How to Build Toward Marketing Leadership (Before You Have the Title)

Professional Black woman in grey blazer walking with purpose through modern office, team in background

There is a version of career advice that makes leadership sound like a finish line. Get the title. Build the team. Make it to the table. And then, presumably, you have arrived.

That is not how it actually works. And if you have spent any real time in marketing, you probably already know that.

The most meaningful shift in my career was not a promotion. It was a change in how I started thinking about the work itself. At some point, execution stopped being the goal and became the vehicle. The goal became something harder to name: understanding why a program worked, what it meant for the business, and how to build something that could scale without falling apart the moment I stepped back.
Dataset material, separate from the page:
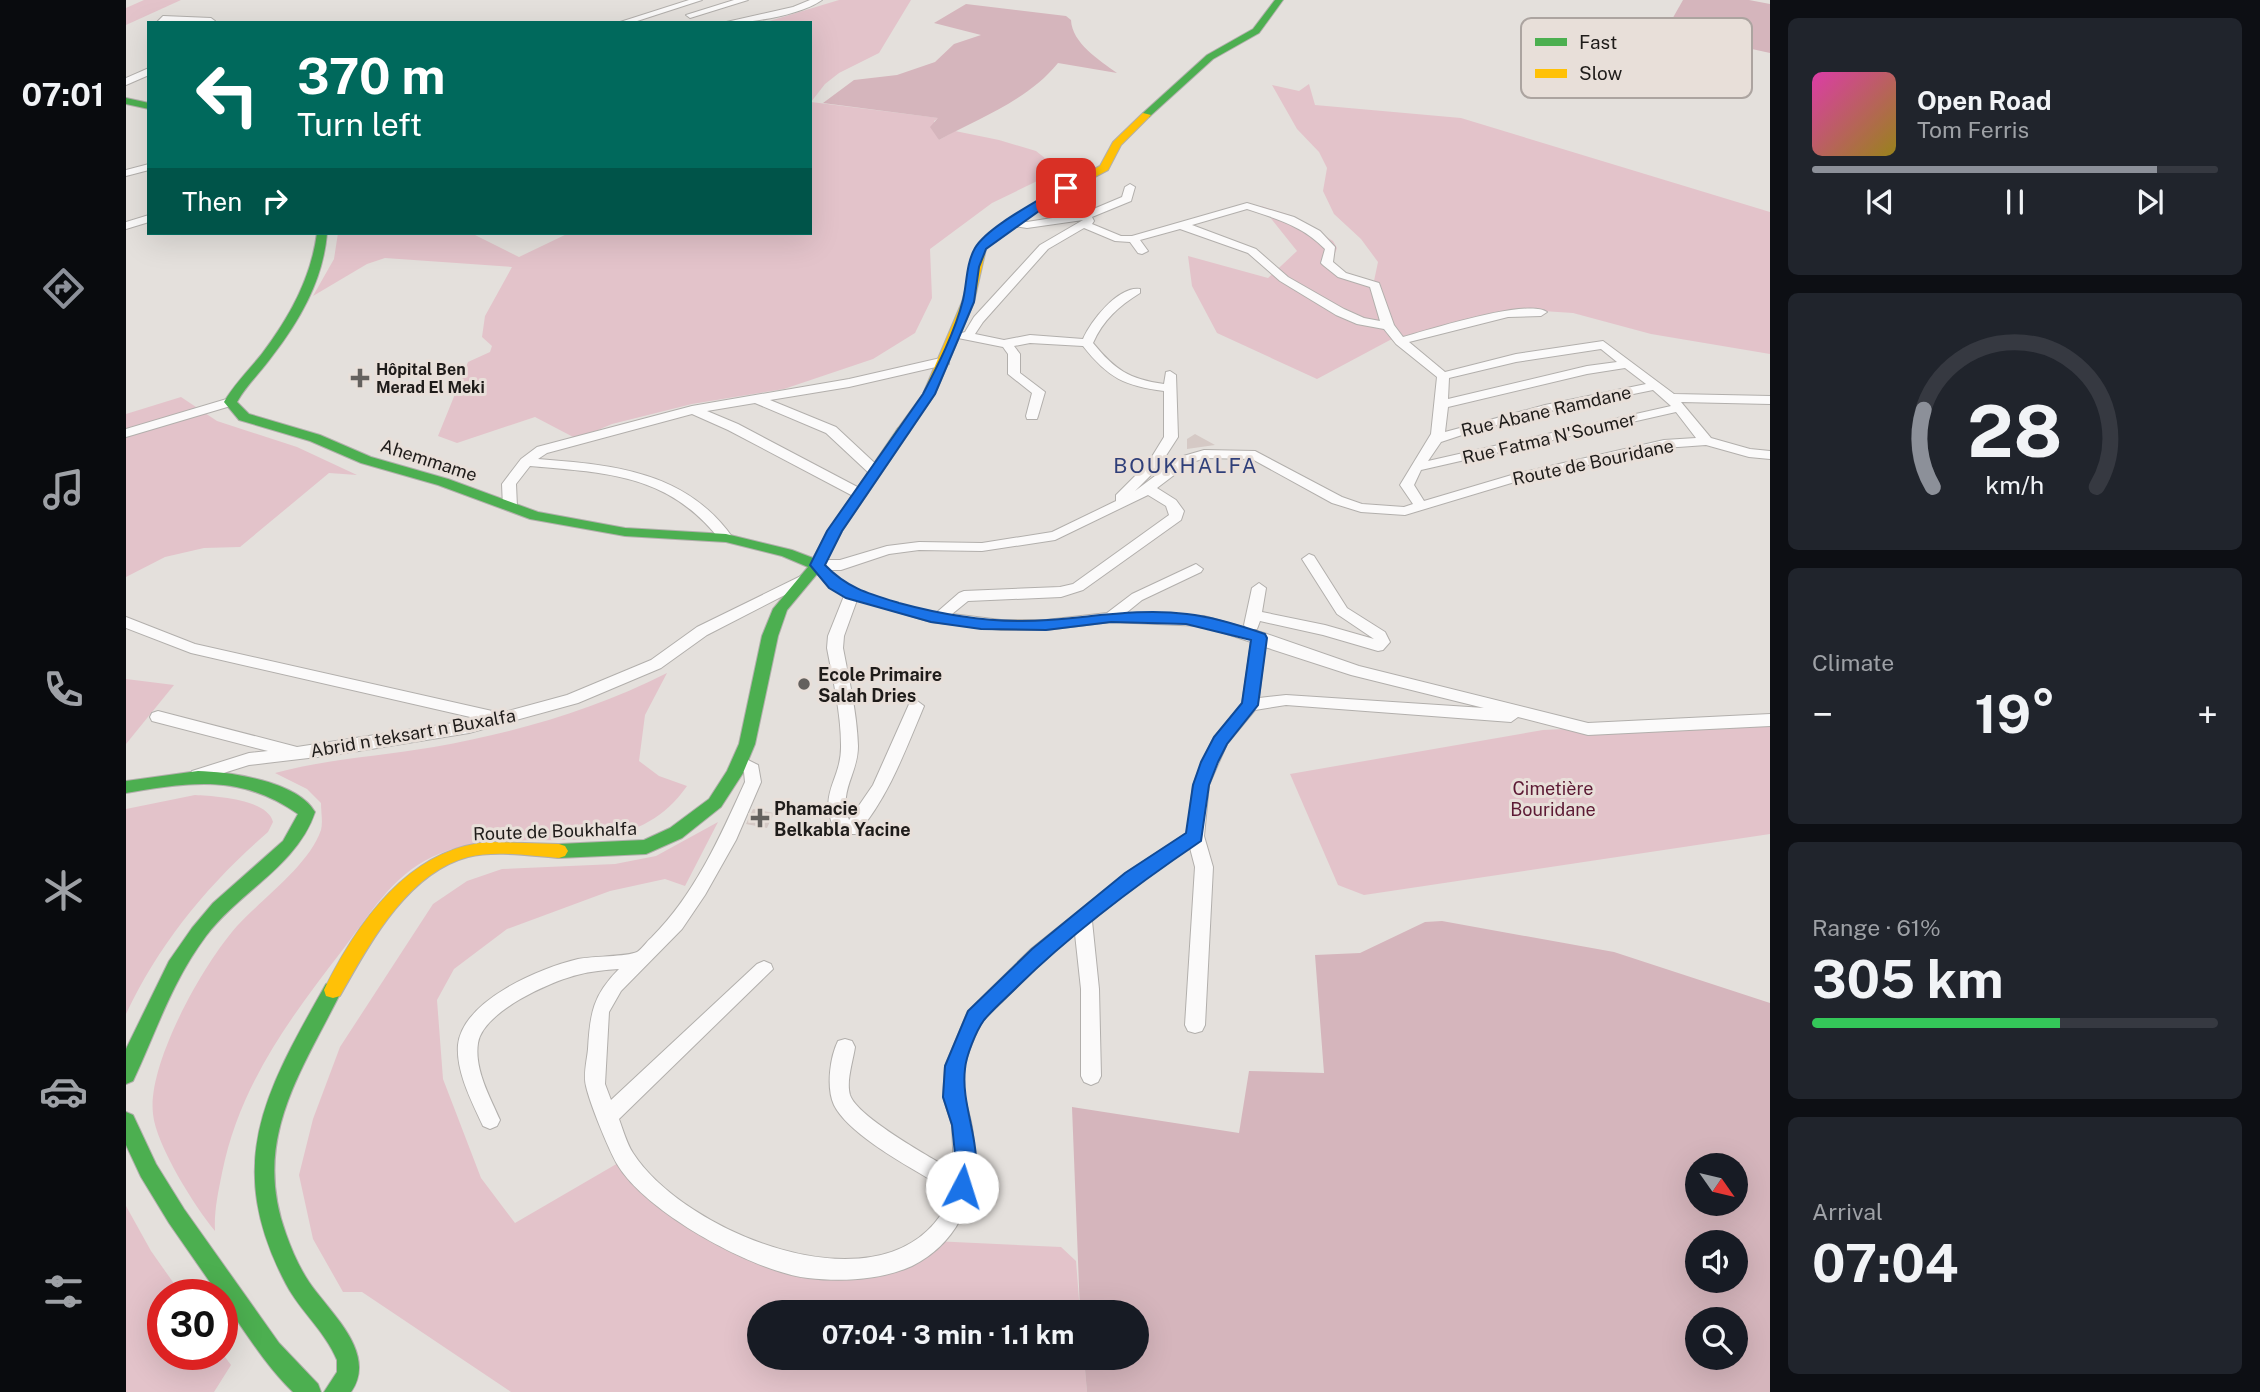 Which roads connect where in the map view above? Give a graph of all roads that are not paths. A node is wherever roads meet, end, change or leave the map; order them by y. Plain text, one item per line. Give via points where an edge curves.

That is when I started leading…even before I had the title to show for it.

Raise Your Hand for the Hard Ones 

Early in my career, I focused on doing the work well. Learning the business, understanding the customer, delivering programs that held up. That foundation mattered. You cannot shortcut it.

But growth accelerated when I stopped waiting to be assigned the interesting problems and started moving toward the complex, cross-functional ones. The initiatives that were messy. The programs that touched multiple teams and required someone to hold the thread. Those moments were uncomfortable, and honestly? They were also where everything clicked.

If you are in marketing right now and wondering how to build toward leadership, that is my honest answer: raise your hand before you feel ready. The stretch is the point.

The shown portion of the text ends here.